(STUDY MATERIAL Opens)

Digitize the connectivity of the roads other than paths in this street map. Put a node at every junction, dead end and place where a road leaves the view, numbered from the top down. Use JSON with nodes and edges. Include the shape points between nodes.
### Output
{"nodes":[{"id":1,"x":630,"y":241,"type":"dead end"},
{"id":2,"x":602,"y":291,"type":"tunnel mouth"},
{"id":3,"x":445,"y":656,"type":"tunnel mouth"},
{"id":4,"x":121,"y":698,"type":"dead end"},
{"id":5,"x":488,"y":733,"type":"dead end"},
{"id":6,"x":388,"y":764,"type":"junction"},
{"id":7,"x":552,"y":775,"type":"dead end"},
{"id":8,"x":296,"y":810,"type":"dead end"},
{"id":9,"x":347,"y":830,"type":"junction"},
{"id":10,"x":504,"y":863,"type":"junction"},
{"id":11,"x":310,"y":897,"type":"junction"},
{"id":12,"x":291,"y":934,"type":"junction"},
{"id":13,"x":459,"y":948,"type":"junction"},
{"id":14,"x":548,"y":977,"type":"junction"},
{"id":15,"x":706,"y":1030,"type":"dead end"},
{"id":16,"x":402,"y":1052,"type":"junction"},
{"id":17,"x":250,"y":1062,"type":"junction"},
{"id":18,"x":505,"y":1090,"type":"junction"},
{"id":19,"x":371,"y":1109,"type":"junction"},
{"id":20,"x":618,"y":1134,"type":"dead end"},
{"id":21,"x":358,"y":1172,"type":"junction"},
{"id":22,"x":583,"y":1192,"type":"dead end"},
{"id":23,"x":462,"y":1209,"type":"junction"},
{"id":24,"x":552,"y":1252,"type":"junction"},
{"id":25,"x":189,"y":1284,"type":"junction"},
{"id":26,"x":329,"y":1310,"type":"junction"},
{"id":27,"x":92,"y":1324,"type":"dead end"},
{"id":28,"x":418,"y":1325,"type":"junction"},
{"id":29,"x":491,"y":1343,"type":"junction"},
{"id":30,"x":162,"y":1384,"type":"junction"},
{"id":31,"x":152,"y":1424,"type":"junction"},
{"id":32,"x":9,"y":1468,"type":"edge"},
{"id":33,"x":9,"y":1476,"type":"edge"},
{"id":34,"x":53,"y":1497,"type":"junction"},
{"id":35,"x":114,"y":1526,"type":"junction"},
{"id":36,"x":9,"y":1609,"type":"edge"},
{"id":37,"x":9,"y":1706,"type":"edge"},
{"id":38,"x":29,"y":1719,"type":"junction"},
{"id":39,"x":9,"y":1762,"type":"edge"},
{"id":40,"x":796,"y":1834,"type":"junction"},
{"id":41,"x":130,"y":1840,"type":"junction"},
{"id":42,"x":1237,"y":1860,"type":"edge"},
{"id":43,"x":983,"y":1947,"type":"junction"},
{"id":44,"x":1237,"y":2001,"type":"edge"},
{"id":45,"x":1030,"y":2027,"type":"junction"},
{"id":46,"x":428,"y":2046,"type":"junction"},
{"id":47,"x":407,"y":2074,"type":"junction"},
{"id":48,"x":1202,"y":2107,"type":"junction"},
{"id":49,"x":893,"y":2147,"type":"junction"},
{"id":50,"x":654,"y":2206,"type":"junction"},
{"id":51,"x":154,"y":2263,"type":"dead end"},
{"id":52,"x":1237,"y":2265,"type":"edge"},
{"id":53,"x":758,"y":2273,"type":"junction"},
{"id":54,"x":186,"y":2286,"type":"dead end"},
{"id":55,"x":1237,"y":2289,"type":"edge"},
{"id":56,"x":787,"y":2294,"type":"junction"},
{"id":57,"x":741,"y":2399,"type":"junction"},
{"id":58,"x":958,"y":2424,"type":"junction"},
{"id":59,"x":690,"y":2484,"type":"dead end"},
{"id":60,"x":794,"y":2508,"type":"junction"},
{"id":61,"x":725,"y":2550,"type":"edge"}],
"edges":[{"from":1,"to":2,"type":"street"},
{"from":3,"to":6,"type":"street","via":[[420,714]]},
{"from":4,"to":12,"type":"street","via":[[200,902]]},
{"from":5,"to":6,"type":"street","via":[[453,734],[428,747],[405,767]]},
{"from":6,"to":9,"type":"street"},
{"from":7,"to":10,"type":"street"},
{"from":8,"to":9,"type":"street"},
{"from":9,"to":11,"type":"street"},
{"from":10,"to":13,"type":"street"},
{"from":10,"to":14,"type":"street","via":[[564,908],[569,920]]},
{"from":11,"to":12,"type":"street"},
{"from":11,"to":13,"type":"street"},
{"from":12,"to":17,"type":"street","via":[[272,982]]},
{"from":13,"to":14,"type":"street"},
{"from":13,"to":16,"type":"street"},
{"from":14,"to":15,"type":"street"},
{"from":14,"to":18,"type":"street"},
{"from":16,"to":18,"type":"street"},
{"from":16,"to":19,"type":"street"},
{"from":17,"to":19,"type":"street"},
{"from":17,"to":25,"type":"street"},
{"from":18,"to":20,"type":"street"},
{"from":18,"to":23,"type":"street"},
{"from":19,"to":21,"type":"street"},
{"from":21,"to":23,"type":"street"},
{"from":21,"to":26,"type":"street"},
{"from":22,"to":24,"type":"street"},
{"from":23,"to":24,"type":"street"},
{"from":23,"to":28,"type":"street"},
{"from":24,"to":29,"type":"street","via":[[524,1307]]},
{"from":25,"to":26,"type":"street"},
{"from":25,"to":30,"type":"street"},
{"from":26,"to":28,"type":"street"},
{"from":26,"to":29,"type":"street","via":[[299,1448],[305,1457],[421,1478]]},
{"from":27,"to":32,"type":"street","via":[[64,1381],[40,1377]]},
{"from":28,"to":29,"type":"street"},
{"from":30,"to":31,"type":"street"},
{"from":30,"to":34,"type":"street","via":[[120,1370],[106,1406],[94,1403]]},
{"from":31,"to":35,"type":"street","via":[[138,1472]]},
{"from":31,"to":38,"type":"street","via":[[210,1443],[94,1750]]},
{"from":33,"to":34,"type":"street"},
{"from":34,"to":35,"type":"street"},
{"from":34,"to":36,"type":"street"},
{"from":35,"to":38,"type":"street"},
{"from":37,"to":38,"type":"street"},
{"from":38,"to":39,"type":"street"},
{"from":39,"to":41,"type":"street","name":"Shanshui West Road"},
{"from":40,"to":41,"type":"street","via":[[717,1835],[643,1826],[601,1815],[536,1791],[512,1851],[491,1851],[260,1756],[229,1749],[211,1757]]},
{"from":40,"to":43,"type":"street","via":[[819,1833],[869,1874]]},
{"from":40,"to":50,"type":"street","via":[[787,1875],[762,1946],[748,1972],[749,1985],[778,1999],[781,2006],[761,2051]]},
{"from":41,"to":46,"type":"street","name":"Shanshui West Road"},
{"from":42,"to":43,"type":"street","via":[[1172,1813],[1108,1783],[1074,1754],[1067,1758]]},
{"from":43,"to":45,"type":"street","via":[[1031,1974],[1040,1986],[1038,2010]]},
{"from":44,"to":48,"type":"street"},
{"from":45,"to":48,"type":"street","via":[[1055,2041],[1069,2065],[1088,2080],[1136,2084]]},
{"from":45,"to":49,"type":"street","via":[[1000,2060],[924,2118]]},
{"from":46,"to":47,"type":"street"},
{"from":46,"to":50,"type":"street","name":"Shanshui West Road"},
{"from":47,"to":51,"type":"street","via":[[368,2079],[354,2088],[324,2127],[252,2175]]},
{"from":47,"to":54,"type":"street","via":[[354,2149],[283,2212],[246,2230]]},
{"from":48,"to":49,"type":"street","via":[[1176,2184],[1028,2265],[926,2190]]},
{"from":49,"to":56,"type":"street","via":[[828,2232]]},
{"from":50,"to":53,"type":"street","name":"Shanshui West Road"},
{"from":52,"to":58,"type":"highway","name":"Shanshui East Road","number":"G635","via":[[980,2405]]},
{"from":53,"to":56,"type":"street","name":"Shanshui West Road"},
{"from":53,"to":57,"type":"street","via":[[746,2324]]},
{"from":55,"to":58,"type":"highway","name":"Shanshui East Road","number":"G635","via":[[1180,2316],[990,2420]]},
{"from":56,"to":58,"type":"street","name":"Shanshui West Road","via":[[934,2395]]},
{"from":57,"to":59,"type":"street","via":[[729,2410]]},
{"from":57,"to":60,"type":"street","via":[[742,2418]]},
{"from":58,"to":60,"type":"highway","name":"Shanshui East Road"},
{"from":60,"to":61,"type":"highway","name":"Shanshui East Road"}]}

(STUDY MATERIAL Closes)

§ **WORK REQUIRED**
Search the records above for the string "West". Report each line that has it.

§ **THE COMPLETED TASK**
{"from":39,"to":41,"type":"street","name":"Shanshui West Road"},
{"from":41,"to":46,"type":"street","name":"Shanshui West Road"},
{"from":46,"to":50,"type":"street","name":"Shanshui West Road"},
{"from":50,"to":53,"type":"street","name":"Shanshui West Road"},
{"from":53,"to":56,"type":"street","name":"Shanshui West Road"},
{"from":56,"to":58,"type":"street","name":"Shanshui West Road","via":[[934,2395]]},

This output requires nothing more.